TO DO:
Show every line from the entries that follow which holds the word "Nodes".

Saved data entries
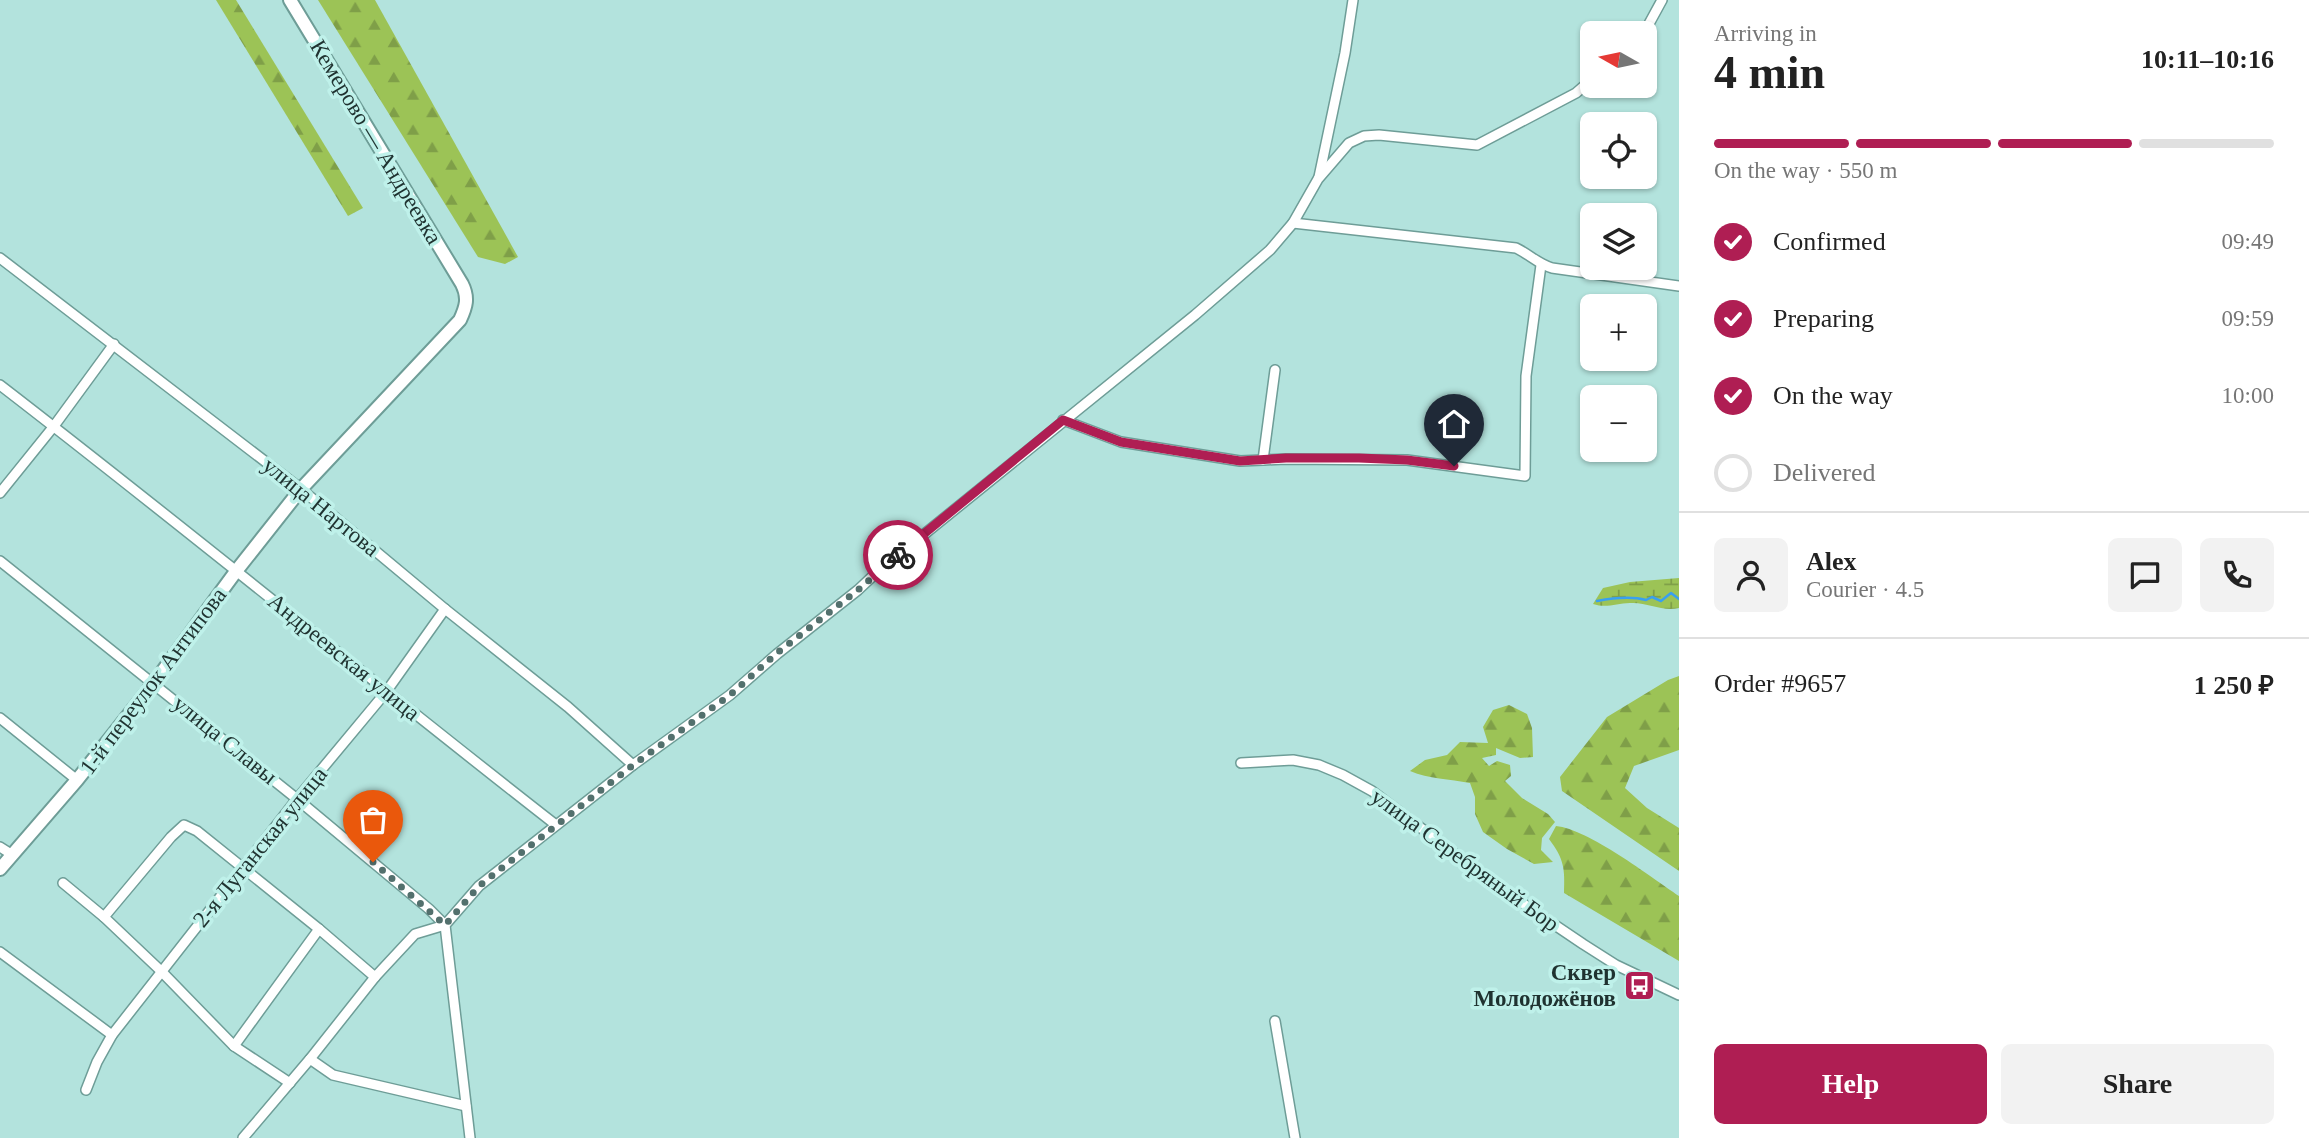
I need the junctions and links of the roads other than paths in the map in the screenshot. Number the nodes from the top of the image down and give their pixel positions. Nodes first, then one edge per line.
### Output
1 (290, 0) edge
2 (1353, 0) edge
3 (1662, 0) edge
4 (1651, 21) edge
5 (1580, 90) edge
6 (1318, 179) junction
7 (1293, 223) junction
8 (0, 258) edge
9 (1541, 265) junction
10 (463, 284) joint
11 (1679, 286) edge
12 (114, 344) junction
13 (1275, 370) dead end
14 (0, 385) edge
15 (1063, 420) junction
16 (54, 426) junction
17 (1263, 460) junction
18 (301, 489) junction
19 (0, 493) edge
20 (0, 561) edge
21 (237, 570) junction
22 (445, 609) junction
23 (154, 683) junction
24 (386, 692) junction
25 (0, 718) edge
26 (1241, 763) dead end
27 (633, 765) junction
28 (77, 780) junction
29 (298, 799) junction
30 (556, 825) junction
31 (5, 850) edge
32 (243, 868) junction
33 (0, 869) edge
34 (63, 883) dead end
35 (104, 917) junction
36 (445, 925) junction
37 (319, 929) junction
38 (0, 952) edge
39 (161, 971) junction
40 (375, 977) junction
41 (1679, 995) edge
42 (1275, 1021) dead end
43 (112, 1035) junction
44 (234, 1046) junction
45 (310, 1059) junction
46 (290, 1083) junction
47 (86, 1090) dead end
48 (466, 1106) junction
49 (243, 1138) edge
50 (470, 1138) edge
51 (1294, 1138) edge

1 - 10 main road, Кемерово — Андреевка
2 - 6 street
3 - 4 street
5 - 6 street
6 - 7 street
7 - 9 street
7 - 15 street
8 - 12 street, улица Нартова
9 - 11 street
9 - 17 street
10 - 18 main road, 1-й переулок Антипова
12 - 16 street
12 - 18 street, улица Нартова
13 - 17 street
14 - 16 street, Андреевская улица
15 - 17 street
15 - 27 street
16 - 19 street
16 - 21 street, Андреевская улица
18 - 21 main road, 1-й переулок Антипова
18 - 22 street, улица Нартова
20 - 23 street, улица Славы
21 - 23 main road, 1-й переулок Антипова
21 - 24 street, Андреевская улица
22 - 24 street, 2-я Луганская улица
22 - 27 street, улица Нартова
23 - 28 main road, 1-й переулок Антипова
23 - 29 street, улица Славы
24 - 29 street, 2-я Луганская улица
24 - 30 street, Андреевская улица
25 - 28 street
26 - 41 street, улица Серебряный Бор
27 - 30 street
28 - 31 main road, 1-й переулок Антипова
29 - 32 street, 2-я Луганская улица
29 - 36 street, улица Славы
30 - 36 street
31 - 33 main road, 1-й переулок Антипова
32 - 35 street
32 - 37 street
32 - 39 street, 2-я Луганская улица
34 - 35 street
35 - 39 street
36 - 40 street
36 - 48 street
37 - 40 street
37 - 44 street
38 - 43 street
39 - 43 street, 2-я Луганская улица
39 - 44 street
40 - 45 street
42 - 51 street
43 - 47 street, 2-я Луганская улица
44 - 46 street
45 - 46 street
45 - 48 street
46 - 49 street
48 - 50 street

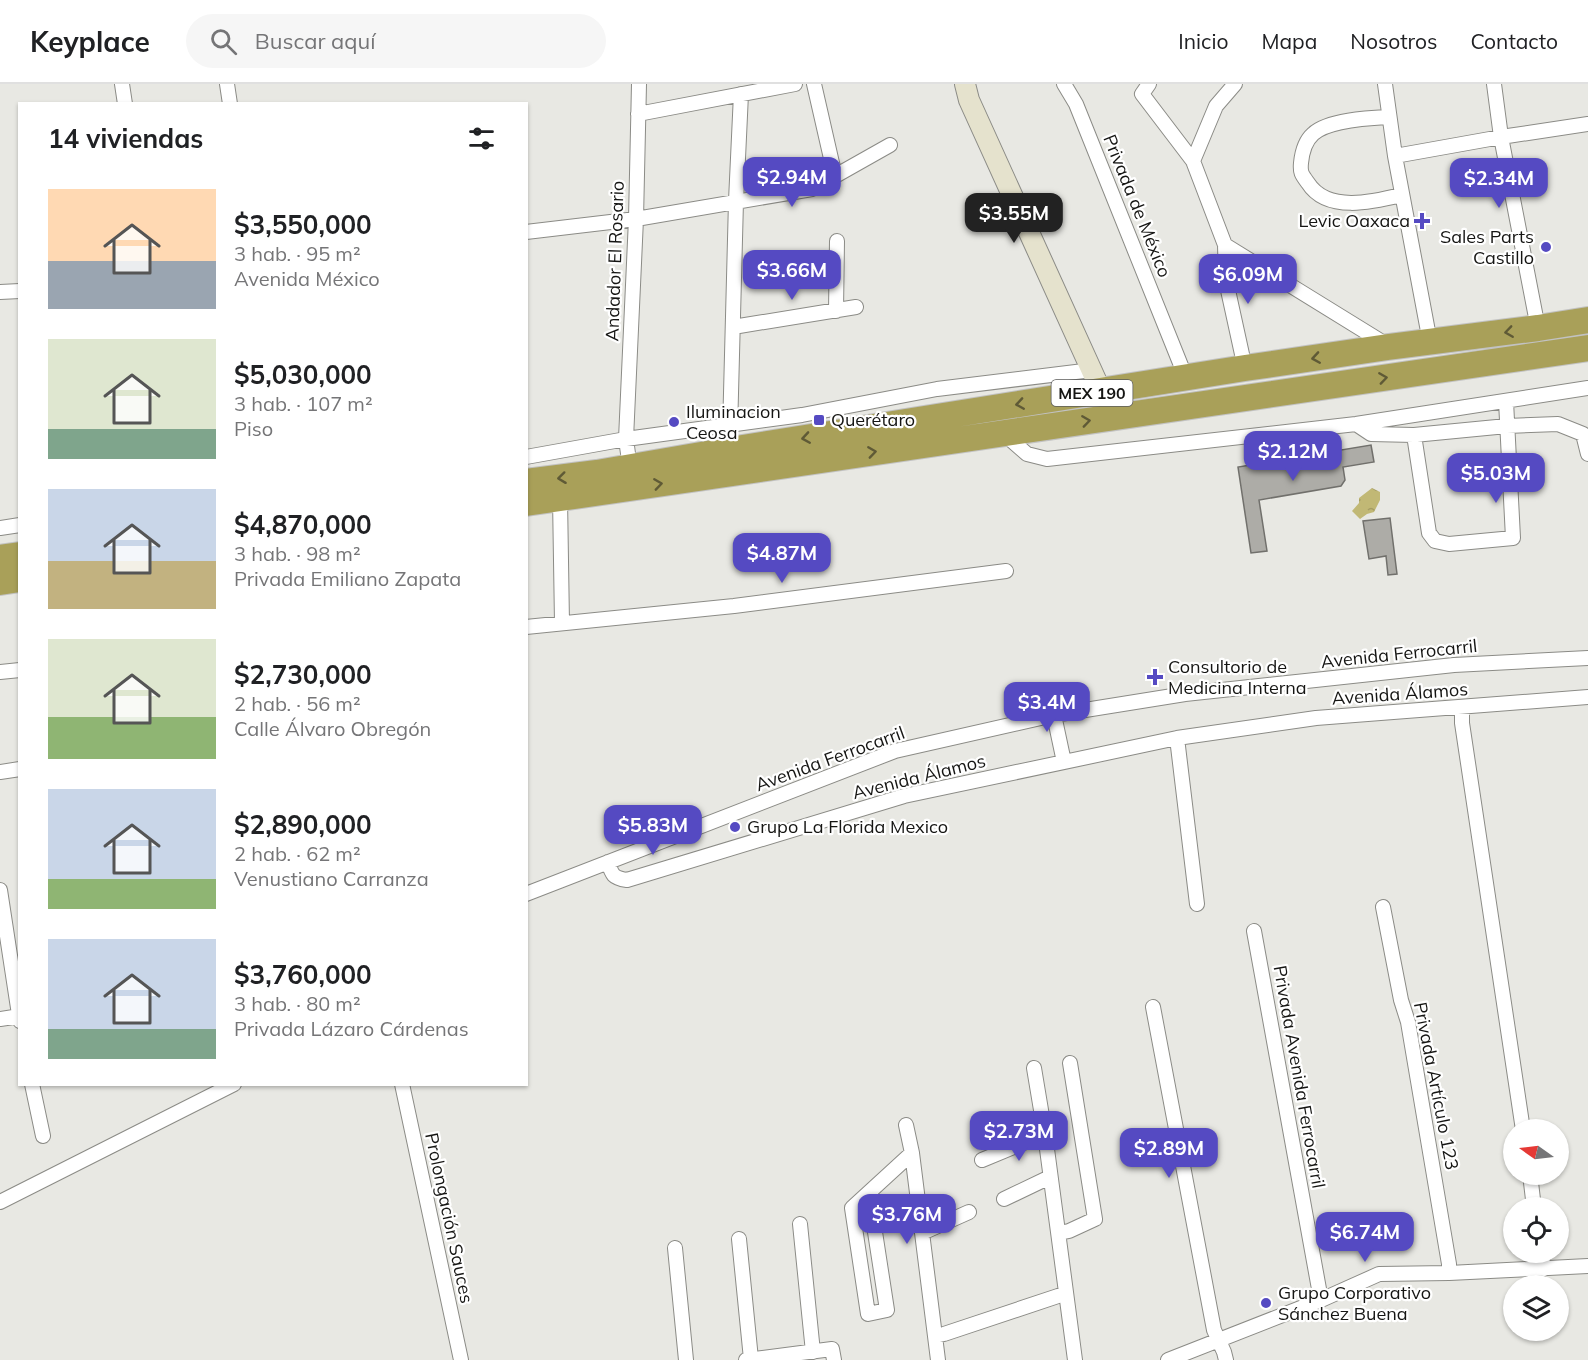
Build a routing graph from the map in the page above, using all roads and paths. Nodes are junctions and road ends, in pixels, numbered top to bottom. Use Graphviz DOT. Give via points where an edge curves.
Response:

EXPECTED ANSWER:
I need the junctions and links of the roads other than paths in the map in the screenshot. Number the nodes from the top of the image down and give their pixel positions. Nodes first, then one edge per line.
Build a routing graph from the map in the page above, using all roads and paths. Nodes are junctions and road ends, in pixels, numbered top to bottom. Use Graphviz DOT. Give via points where an edge curves.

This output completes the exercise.